Gulf Coast Association of Geological Societies Transactions
Vol. 18 (1968), Pages 304-319

Sedimentation in Breton Sound and the Effects of the Mississippi River-Gulf Outlet

Garrett Briggs

ABSTRACT

The Mississippi River-Gulf Outlet is a channel 36 feet deep and 500 feet wide which extends from a point south of Michoud, Louisiana southeastward across the marshes and Breton Sound and into the Gulf of Mexico. It was constructed by the U. S. Army, Corps of Engineers to provide additional access to the Port of New Orleans and thereby ease traffic on the Mississippi River. The channel crosses a delta lobe constructed where the Mississippi River flowed down a course located to the east of its present course.

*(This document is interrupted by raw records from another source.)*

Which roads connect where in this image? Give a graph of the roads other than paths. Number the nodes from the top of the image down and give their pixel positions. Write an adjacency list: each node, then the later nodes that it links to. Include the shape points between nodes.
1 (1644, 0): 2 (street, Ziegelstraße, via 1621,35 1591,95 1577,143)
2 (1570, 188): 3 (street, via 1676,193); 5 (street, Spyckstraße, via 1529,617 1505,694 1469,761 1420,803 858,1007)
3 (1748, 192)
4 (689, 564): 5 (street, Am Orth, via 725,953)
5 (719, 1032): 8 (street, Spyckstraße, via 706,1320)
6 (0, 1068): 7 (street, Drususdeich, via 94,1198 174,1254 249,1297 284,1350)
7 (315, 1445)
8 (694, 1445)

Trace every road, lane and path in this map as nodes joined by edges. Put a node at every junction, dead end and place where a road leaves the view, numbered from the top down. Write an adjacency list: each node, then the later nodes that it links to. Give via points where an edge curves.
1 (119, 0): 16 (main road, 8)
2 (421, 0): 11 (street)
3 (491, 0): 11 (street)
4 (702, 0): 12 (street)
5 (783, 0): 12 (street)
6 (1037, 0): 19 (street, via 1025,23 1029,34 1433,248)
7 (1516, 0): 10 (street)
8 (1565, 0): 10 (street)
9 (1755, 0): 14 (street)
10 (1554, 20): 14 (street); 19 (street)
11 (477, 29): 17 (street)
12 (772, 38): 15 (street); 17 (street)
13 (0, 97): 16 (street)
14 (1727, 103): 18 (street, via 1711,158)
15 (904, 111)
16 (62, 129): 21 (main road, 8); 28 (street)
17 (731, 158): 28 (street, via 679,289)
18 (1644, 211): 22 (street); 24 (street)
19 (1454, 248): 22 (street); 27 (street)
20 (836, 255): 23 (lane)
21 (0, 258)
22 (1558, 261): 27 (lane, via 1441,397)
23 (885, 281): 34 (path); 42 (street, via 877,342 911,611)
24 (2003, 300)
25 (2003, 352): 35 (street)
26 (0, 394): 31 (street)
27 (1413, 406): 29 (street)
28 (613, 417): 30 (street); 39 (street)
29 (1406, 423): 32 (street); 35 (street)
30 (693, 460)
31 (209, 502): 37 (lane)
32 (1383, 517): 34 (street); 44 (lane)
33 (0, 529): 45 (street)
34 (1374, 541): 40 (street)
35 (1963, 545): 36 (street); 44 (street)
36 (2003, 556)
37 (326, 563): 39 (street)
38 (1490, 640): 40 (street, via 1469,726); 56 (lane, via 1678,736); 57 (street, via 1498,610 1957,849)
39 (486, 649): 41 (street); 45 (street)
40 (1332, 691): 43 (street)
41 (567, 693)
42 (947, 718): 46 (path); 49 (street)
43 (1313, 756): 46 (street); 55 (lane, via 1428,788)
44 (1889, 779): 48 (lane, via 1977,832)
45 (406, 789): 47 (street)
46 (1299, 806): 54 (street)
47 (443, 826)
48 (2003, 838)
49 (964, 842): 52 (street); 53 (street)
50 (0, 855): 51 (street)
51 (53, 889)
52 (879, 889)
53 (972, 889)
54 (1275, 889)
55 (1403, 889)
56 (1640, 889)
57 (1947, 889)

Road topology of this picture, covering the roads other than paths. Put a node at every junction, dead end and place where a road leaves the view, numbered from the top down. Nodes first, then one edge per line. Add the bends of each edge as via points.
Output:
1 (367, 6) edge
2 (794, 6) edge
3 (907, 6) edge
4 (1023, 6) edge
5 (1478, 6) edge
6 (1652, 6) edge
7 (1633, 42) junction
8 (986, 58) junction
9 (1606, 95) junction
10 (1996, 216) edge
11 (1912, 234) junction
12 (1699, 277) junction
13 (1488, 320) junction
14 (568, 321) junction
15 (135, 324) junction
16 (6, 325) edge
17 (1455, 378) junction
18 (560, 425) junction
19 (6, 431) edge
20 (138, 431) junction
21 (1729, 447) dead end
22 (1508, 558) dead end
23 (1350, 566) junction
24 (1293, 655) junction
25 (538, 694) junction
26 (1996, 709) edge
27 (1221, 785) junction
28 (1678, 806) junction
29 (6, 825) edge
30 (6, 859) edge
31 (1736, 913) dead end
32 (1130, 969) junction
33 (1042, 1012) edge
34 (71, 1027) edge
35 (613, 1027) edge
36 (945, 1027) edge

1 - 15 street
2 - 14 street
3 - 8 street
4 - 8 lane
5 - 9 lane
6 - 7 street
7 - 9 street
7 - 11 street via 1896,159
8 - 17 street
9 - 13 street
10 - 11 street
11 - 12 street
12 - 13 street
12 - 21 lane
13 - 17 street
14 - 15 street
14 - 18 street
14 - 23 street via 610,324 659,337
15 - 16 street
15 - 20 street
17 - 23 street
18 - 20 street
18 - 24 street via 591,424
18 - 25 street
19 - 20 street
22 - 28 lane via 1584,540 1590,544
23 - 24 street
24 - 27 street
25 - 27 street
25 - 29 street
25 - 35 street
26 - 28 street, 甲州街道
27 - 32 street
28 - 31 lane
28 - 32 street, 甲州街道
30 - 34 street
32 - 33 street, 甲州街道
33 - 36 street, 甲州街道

The sedimentary environments and the features formed by the destruction of the now abandoned and subsiding lobe have a great influence on sedimentation in the outlet and, conversely, the outlet has had a profound effect upon the environments on which it has been superimposed. The outlet has encountered an excessive amount of shoaling in its Breton Sound reach. In an effort to determine the cause(s) of the shoaling and the source(s) of the shoal material, a study was made of the several factors influencing sediment distribution in the Breton Sound area (e.g. tides, winds, spoil, and sediment distribution, salinity, current directions and velocities). The principal source of the shoal material was determined to be the spoil dredged from the outlet itself which returns to the channel as a density flow rather than by normal deposition of suspended material.